Collected data:
=====

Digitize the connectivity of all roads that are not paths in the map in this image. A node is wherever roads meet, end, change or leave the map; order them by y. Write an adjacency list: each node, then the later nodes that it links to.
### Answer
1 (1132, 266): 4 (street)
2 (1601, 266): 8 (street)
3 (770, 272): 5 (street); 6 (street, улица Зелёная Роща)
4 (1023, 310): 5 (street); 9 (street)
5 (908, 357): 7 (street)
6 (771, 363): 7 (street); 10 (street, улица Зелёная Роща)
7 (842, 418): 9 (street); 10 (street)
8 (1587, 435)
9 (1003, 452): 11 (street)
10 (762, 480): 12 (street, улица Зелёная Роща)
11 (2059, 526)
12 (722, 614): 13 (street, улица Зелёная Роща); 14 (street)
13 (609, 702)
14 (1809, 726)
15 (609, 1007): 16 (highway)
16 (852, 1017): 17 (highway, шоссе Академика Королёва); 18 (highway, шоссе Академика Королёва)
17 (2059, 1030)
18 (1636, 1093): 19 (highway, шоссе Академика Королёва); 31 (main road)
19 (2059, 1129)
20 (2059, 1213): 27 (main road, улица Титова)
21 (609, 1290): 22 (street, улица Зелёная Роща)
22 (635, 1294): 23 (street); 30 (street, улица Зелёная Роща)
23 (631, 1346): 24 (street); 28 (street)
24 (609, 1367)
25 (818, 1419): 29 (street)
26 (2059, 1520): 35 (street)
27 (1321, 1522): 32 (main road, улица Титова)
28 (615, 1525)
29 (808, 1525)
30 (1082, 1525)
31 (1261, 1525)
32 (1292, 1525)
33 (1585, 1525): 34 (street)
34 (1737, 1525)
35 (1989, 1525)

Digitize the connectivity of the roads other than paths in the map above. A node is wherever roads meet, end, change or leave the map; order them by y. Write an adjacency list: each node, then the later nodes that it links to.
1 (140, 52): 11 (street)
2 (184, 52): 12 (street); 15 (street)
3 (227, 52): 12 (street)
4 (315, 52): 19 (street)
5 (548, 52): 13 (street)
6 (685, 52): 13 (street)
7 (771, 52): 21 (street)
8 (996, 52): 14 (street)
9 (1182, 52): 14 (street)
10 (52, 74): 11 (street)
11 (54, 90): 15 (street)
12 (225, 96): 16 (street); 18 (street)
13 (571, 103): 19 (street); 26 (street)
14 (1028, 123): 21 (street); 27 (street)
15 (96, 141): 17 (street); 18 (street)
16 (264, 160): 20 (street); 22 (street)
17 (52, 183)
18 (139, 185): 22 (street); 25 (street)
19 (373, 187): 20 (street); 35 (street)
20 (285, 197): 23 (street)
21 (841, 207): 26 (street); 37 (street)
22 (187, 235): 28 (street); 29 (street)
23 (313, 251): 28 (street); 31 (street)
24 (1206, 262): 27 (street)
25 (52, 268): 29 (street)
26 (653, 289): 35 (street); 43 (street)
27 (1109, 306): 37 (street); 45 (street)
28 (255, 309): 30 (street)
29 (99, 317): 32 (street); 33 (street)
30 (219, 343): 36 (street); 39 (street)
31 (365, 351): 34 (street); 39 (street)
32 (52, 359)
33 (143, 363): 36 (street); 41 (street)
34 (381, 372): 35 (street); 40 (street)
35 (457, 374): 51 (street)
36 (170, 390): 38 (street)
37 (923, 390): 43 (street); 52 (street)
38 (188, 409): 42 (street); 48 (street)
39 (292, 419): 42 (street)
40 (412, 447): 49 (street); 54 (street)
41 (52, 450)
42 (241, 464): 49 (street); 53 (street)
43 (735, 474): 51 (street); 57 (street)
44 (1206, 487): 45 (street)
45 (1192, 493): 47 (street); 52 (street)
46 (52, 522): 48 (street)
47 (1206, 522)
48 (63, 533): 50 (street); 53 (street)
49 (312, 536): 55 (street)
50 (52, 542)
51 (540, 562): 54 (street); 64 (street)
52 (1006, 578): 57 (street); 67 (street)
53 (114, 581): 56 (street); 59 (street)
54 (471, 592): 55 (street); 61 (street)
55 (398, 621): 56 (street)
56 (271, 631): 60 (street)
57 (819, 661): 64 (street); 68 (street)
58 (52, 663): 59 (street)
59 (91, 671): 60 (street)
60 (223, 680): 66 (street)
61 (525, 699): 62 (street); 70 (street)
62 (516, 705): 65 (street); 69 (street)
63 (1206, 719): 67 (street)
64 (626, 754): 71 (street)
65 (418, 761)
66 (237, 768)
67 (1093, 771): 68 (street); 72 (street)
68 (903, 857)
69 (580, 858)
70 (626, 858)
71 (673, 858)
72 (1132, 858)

=====

BRIEF: Return every line of the entries above that the string "шоссе" appears in.

PROBLEM SOLUTION:
16 (852, 1017): 17 (highway, шоссе Академика Королёва); 18 (highway, шоссе Академика Королёва)
18 (1636, 1093): 19 (highway, шоссе Академика Королёва); 31 (main road)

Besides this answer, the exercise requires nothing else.